A Spanish woman who lives in the basement of No. 2 Calle Santa Elena, Manila, & begs food from us occasionally, told Brother (Rev.) Owens today that she overheard some Filipinos say they intend attacking the Americans.

I have a feeling that we shall soon be in the midst of a war with them, which I would very much deplore.

I was out of bed early. Prayed to my precious God. Cooked breakfast. Private G. Scott arrived. I hastened away without washing dishes. Took 8.30a.m. ferry to Cavite. Scott paid fares both ways.

I noticed the monitor “Monadnock” has taken up her position close to Manila, near mouth of the Pasig. Looks suspicious of impending trouble.

A steam launch was sent ashore for us & took us out to the U.S. Cruiser “Charleston” from the ferry boat. Lieut–Commander Blacklinger & Ensign Evans (officer of the deck) received us courteously. Mess table seats were brought up from below & arranged on the upper deck. Audience about 40. I was told this was the 2d meeting held on board since the cruiser went into commission.

Indeed we Salvationists are the only religionists holding evangelical services on the ships of Dewey’s squadron.

No souls forward. Clayton Scott & Bro. Dansare (seaman) assisted me. Were given dinner with the sailors & put ashore in the arsenal at 1.30p.m.

Called at the Divisional Hospital in Calle Arsenal to seek specially Bro. Hans Verwiebe who is cooking there-pastry. Found him in the kitchen. Belongs to S.F. No. 2. Talked salvation with him & encouraged him to go on.

Next Co. K. 18th U.S. Infantry stationed in the church & urged ex-Capt. Chas Spurgeon of Co. K. to return to Christ & the S.A. Refused. Also urged Private Ed Franzen to get Jesus to heal his backslidings. Said he thinks he is O.K. Was lying on the floor with a piece of mosquito netting about his head. Said he had come off duty & was very tired. So I left him.

I (in company with a soldier) examined this strange gloomy old monastery; also the church building attached to the “Colegio de la Familia Sagrada” on Calle Arsenal.

Returned to Manila on the 4.p.m. ferry boat.

On the trip spoke to a number of men personally about Christ & salvation on the boat, in hospital, on the street and on the war vessel.

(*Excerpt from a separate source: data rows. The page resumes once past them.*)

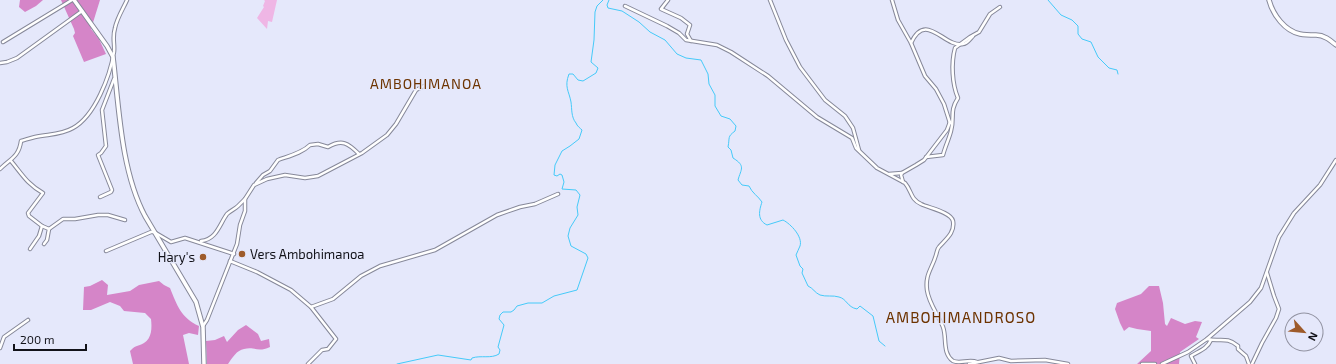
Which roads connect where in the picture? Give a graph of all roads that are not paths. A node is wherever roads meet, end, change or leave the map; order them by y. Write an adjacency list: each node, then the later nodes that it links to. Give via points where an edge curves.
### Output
1 (73, 0): 9 (main road); 11 (street)
2 (127, 0): 15 (street, via 112,38)
3 (668, 0): 10 (street, via 661,9 690,25 687,34)
4 (770, 0): 21 (street, via 800,67 825,100 843,113 852,128)
5 (892, 0): 12 (street, via 898,20)
6 (1269, 0): 14 (main road, via 1276,16 1287,28 1301,34 1319,35)
7 (624, 6): 10 (street, via 667,26)
8 (1000, 7): 13 (street, via 990,14 979,32)
9 (82, 11): 15 (main road); 16 (street, via 17,58)
10 (691, 41): 21 (street, via 717,45 768,76 818,117 852,138)
11 (3, 42)
12 (911, 43): 13 (street, via 918,32 926,30); 20 (street, via 926,76 944,104)
13 (960, 44): 19 (street, via 954,50 952,76 958,98)
14 (1336, 45)
15 (113, 57): 17 (main road); 25 (street, via 100,95 88,114 75,127 64,132 21,141 20,148)
16 (0, 63)
17 (115, 77): 32 (street, via 102,110 106,146 98,155 112,190); 37 (main road, via 128,171 139,205)
18 (424, 86): 22 (street, via 416,90 387,135)
19 (952, 116): 20 (street); 23 (street, via 953,125 943,155)
20 (950, 123): 23 (street)
21 (859, 151): 28 (street, via 877,168)
22 (359, 154): 30 (street, via 344,143 328,147 310,145 290,157 278,160); 33 (street, via 318,176 305,178 284,175 266,179 254,186)
23 (926, 157): 27 (street)
24 (1336, 160): 44 (street, via 1320,185 1288,221 1279,237)
25 (11, 161): 26 (street); 35 (street, via 32,187 43,193 28,213)
26 (0, 169)
27 (902, 173): 28 (street); 29 (street)
28 (889, 174): 29 (street)
29 (903, 182): 51 (street, via 920,204 951,217 951,234 937,250 929,270 927,290 932,308 943,327 945,347 950,359 959,363)
30 (256, 183)
31 (558, 194): 45 (street, via 497,215 435,250 380,266 366,273 333,299)
32 (100, 197)
33 (245, 199): 38 (street, via 227,214 210,239); 42 (street, via 246,211 240,225)
34 (124, 220): 36 (street, via 108,215 63,219)
35 (42, 226): 36 (street); 40 (street)
36 (48, 229): 39 (street)
37 (154, 232): 38 (street, via 171,242 184,238); 41 (street); 47 (main road, via 196,302)
38 (198, 241): 42 (street)
39 (44, 244)
40 (30, 249)
41 (106, 252)
42 (234, 254): 43 (street)
43 (230, 261): 45 (street, via 291,290); 47 (street)
44 (1267, 273): 48 (street, via 1253,299); 60 (street, via 1279,309)
45 (311, 307): 53 (street, via 336,339 328,349 322,350)
46 (28, 320): 50 (street, via 4,337)
47 (202, 327): 52 (main road)
48 (1207, 339): 49 (street); 58 (street, via 1188,352)
49 (1211, 340): 59 (street, via 1203,350 1191,356); 60 (street, via 1221,338 1234,343)
50 (0, 348)
51 (977, 362): 54 (street); 55 (street, via 999,358)
52 (204, 364)
53 (308, 364)
54 (969, 364)
55 (1068, 364)
56 (1142, 364): 57 (street)
57 (1155, 364)
58 (1162, 364)
59 (1195, 364)
60 (1251, 364)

Distributed War Crys (S.F) as follows:

In Divisional Hospital, Miscellaneous, copies 10.

On Cruises “Charleston” No. 570 edition, “     25.

18th U.S. Infantry, No. 570 edition Sept.     “     15

“                        “       “ 565     “         Sept. 24 “     3

“                        “       “ 566     “         Oct. 15 “     3

“                        “       “ 567     “         Oct. 18 “     3

Arrived home late & cooked supper for 4 men including myself; Scott, Wm W. Eletson & A. Marquardt _ last 2 of “Olympia”. After eating went into a meeting immediately & led it. Audience 16. No souls forward.

Donations: Calvin Liles, of U.S.C. Charleston $2. Mex.

“         A. Marguardt of Flagship “Olympia” $3 “

The U.S. soldiers make use of wood in the Roman Catholic church buildings for cooking purpose. I noticed during my visit today to the Collegio dela Familia Sagrada, that the timbers are being taken down from the ceiling, floor, etc. The Filipinos first gutted these edifices.